### Provided entries
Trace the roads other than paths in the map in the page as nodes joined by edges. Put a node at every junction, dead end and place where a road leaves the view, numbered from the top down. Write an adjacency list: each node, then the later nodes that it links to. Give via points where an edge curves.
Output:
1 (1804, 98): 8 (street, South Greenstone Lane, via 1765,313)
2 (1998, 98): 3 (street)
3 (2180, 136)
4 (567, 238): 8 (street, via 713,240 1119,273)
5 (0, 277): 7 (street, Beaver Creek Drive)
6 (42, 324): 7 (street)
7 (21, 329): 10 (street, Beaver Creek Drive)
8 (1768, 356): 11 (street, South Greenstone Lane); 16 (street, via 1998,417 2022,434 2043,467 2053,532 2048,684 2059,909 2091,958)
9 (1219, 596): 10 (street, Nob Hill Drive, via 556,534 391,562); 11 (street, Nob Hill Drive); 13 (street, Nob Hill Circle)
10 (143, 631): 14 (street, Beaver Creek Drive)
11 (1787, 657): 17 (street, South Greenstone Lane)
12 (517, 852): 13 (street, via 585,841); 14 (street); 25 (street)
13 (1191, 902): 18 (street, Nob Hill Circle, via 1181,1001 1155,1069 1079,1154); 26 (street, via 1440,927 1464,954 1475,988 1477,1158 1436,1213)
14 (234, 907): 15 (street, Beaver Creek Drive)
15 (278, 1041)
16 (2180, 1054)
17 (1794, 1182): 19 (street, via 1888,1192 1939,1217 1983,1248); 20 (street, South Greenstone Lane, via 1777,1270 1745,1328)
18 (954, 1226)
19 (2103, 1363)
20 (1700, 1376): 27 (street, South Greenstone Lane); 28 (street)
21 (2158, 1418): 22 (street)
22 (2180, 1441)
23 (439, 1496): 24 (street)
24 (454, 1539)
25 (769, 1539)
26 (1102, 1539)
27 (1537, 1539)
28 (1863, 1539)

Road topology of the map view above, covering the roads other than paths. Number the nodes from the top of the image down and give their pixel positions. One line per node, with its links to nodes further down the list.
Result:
######
Make an exact transcription of the entries above.

Response to the task =
Trace the roads other than paths in the map in the page as nodes joined by edges. Put a node at every junction, dead end and place where a road leaves the view, numbered from the top down. Write an adjacency list: each node, then the later nodes that it links to. Give via points where an edge curves.
Output:
1 (1804, 98): 8 (street, South Greenstone Lane, via 1765,313)
2 (1998, 98): 3 (street)
3 (2180, 136)
4 (567, 238): 8 (street, via 713,240 1119,273)
5 (0, 277): 7 (street, Beaver Creek Drive)
6 (42, 324): 7 (street)
7 (21, 329): 10 (street, Beaver Creek Drive)
8 (1768, 356): 11 (street, South Greenstone Lane); 16 (street, via 1998,417 2022,434 2043,467 2053,532 2048,684 2059,909 2091,958)
9 (1219, 596): 10 (street, Nob Hill Drive, via 556,534 391,562); 11 (street, Nob Hill Drive); 13 (street, Nob Hill Circle)
10 (143, 631): 14 (street, Beaver Creek Drive)
11 (1787, 657): 17 (street, South Greenstone Lane)
12 (517, 852): 13 (street, via 585,841); 14 (street); 25 (street)
13 (1191, 902): 18 (street, Nob Hill Circle, via 1181,1001 1155,1069 1079,1154); 26 (street, via 1440,927 1464,954 1475,988 1477,1158 1436,1213)
14 (234, 907): 15 (street, Beaver Creek Drive)
15 (278, 1041)
16 (2180, 1054)
17 (1794, 1182): 19 (street, via 1888,1192 1939,1217 1983,1248); 20 (street, South Greenstone Lane, via 1777,1270 1745,1328)
18 (954, 1226)
19 (2103, 1363)
20 (1700, 1376): 27 (street, South Greenstone Lane); 28 (street)
21 (2158, 1418): 22 (street)
22 (2180, 1441)
23 (439, 1496): 24 (street)
24 (454, 1539)
25 (769, 1539)
26 (1102, 1539)
27 (1537, 1539)
28 (1863, 1539)

Road topology of the map view above, covering the roads other than paths. Number the nodes from the top of the image down and give their pixel positions. One line per node, with its links to nodes further down the list.
Result:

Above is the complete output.